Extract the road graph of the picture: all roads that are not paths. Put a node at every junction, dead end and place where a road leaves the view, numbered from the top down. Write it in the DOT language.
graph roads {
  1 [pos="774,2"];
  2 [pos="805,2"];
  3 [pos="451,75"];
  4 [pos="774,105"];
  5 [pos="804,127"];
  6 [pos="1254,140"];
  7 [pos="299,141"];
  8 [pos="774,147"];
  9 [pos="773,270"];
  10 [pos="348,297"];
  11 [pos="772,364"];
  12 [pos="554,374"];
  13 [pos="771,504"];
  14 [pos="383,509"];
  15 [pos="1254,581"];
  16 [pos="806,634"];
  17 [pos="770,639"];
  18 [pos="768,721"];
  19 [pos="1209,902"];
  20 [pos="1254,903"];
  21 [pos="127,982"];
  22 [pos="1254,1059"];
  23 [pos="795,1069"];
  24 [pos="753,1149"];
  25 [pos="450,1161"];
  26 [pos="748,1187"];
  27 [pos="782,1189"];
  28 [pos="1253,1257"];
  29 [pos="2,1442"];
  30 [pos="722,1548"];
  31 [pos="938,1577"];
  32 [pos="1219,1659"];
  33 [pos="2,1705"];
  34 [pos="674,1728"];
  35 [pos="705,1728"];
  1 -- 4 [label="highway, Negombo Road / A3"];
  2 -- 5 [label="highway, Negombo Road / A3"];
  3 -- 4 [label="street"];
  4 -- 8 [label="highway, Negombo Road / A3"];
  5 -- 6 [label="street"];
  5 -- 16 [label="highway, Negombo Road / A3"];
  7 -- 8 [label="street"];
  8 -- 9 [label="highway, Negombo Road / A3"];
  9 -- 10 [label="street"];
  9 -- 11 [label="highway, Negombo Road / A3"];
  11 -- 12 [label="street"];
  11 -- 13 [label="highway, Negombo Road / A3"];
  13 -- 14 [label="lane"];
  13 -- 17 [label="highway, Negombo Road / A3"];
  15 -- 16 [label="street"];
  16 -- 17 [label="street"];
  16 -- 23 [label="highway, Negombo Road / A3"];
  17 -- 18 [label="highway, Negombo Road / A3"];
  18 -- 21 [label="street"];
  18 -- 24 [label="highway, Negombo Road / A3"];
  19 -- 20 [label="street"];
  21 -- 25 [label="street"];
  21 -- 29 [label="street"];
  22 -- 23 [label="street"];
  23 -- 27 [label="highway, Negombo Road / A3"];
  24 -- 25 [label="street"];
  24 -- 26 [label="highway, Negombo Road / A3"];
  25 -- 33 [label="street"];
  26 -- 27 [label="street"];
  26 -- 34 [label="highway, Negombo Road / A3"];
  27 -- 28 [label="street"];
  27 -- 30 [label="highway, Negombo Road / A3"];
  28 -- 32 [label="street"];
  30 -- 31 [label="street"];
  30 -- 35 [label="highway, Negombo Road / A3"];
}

_ _ _ _ _ _ _

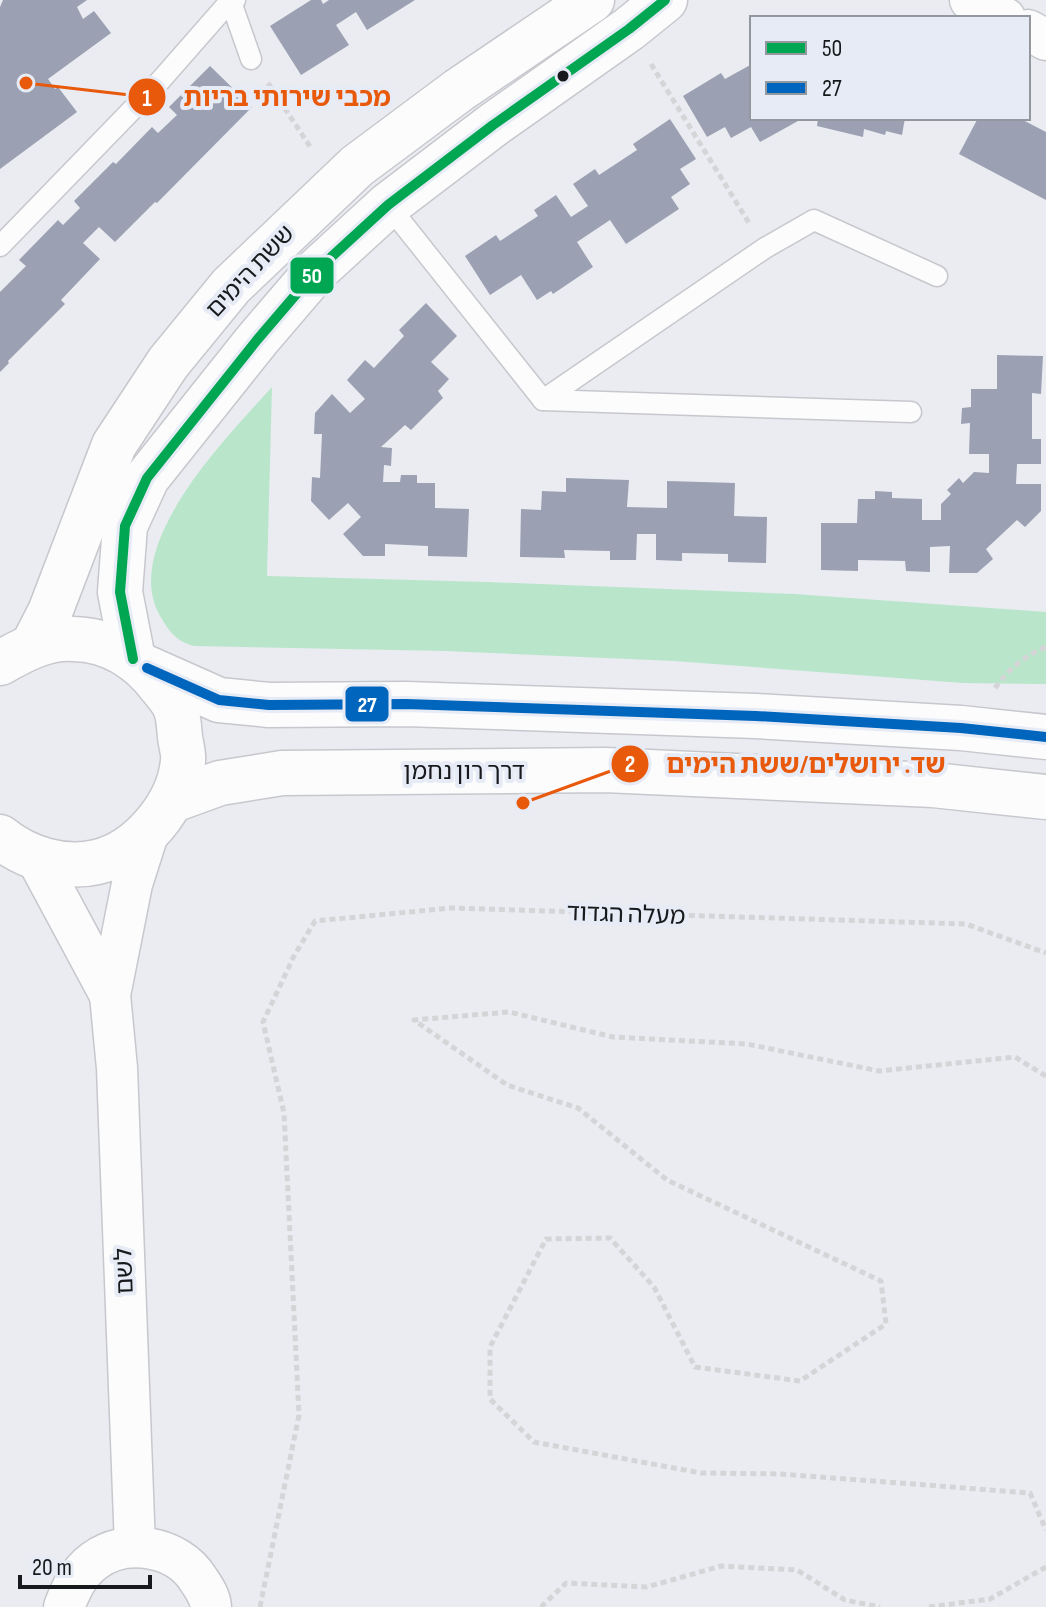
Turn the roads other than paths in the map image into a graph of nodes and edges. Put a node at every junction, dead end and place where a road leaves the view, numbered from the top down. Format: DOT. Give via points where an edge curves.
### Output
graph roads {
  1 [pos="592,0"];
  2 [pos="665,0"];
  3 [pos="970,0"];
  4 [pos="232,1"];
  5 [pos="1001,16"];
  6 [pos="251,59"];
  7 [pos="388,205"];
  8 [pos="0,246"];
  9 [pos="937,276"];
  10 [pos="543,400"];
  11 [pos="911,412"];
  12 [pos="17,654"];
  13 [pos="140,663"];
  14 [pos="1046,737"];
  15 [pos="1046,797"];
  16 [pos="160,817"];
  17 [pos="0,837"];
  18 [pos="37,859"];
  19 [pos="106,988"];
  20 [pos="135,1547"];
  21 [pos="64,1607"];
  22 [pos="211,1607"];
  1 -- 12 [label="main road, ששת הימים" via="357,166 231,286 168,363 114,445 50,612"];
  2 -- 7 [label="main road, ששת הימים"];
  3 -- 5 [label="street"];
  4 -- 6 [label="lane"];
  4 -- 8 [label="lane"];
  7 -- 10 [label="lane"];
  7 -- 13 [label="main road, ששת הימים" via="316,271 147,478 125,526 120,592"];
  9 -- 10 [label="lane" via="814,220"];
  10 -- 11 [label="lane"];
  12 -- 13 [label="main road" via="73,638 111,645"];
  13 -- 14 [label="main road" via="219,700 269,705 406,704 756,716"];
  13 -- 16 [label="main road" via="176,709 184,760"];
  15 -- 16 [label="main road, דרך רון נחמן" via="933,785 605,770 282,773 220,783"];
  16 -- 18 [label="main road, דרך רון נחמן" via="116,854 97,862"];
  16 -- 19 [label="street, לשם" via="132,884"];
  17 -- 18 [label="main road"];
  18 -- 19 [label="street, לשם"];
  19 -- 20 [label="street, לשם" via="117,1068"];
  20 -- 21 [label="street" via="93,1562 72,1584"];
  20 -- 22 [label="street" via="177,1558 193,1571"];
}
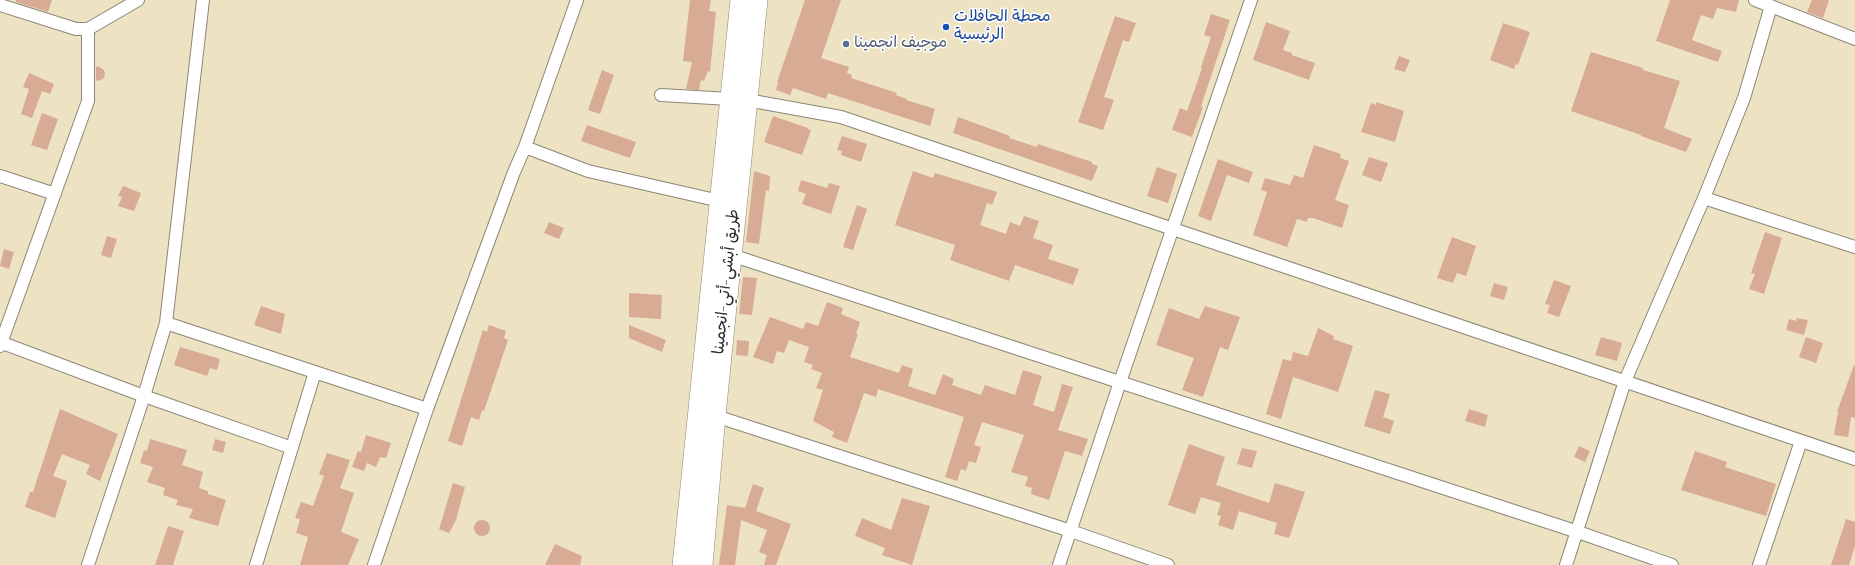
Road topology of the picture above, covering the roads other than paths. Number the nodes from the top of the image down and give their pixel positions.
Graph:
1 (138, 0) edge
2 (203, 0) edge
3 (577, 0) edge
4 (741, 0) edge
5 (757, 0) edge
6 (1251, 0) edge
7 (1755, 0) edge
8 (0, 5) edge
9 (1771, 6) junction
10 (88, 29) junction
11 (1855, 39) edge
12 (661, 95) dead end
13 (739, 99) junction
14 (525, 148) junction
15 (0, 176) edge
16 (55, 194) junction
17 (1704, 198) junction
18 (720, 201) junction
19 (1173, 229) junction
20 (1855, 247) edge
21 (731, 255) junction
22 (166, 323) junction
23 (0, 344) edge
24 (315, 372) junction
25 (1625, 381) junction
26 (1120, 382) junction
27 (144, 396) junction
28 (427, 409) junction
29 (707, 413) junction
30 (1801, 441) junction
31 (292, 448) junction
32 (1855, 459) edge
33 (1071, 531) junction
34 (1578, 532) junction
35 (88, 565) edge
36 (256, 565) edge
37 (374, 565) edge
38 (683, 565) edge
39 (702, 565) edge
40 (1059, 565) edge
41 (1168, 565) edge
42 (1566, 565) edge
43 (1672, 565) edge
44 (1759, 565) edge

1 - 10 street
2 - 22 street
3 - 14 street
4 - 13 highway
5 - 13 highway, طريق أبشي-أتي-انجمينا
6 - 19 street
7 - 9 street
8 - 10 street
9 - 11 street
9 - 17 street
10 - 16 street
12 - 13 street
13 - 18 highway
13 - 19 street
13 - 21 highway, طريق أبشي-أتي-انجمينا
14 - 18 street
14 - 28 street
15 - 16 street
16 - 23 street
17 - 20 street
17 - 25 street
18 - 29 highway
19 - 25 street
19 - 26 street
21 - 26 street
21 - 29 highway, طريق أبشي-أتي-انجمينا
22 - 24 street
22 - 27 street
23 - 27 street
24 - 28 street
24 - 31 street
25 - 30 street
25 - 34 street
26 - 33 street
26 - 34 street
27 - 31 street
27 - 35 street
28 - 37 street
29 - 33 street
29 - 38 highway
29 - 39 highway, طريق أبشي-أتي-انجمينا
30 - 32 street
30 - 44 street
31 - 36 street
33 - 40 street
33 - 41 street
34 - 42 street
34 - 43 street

_ _ _ _ _ _ _

▸ **Activity**
Pictures in the entries do not go into the copy. Print only the lines starting at the one containing "Turn the roads" and ending at the one containing "Road topology of", exactly as they appear.

▸ **Your response**
Turn the roads other than paths in the map image into a graph of nodes and edges. Put a node at every junction, dead end and place where a road leaves the view, numbered from the top down. Format: DOT. Give via points where an edge curves.
### Output
graph roads {
  1 [pos="592,0"];
  2 [pos="665,0"];
  3 [pos="970,0"];
  4 [pos="232,1"];
  5 [pos="1001,16"];
  6 [pos="251,59"];
  7 [pos="388,205"];
  8 [pos="0,246"];
  9 [pos="937,276"];
  10 [pos="543,400"];
  11 [pos="911,412"];
  12 [pos="17,654"];
  13 [pos="140,663"];
  14 [pos="1046,737"];
  15 [pos="1046,797"];
  16 [pos="160,817"];
  17 [pos="0,837"];
  18 [pos="37,859"];
  19 [pos="106,988"];
  20 [pos="135,1547"];
  21 [pos="64,1607"];
  22 [pos="211,1607"];
  1 -- 12 [label="main road, ששת הימים" via="357,166 231,286 168,363 114,445 50,612"];
  2 -- 7 [label="main road, ששת הימים"];
  3 -- 5 [label="street"];
  4 -- 6 [label="lane"];
  4 -- 8 [label="lane"];
  7 -- 10 [label="lane"];
  7 -- 13 [label="main road, ששת הימים" via="316,271 147,478 125,526 120,592"];
  9 -- 10 [label="lane" via="814,220"];
  10 -- 11 [label="lane"];
  12 -- 13 [label="main road" via="73,638 111,645"];
  13 -- 14 [label="main road" via="219,700 269,705 406,704 756,716"];
  13 -- 16 [label="main road" via="176,709 184,760"];
  15 -- 16 [label="main road, דרך רון נחמן" via="933,785 605,770 282,773 220,783"];
  16 -- 18 [label="main road, דרך רון נחמן" via="116,854 97,862"];
  16 -- 19 [label="street, לשם" via="132,884"];
  17 -- 18 [label="main road"];
  18 -- 19 [label="street, לשם"];
  19 -- 20 [label="street, לשם" via="117,1068"];
  20 -- 21 [label="street" via="93,1562 72,1584"];
  20 -- 22 [label="street" via="177,1558 193,1571"];
}
Road topology of the picture above, covering the roads other than paths. Number the nodes from the top of the image down and give their pixel positions.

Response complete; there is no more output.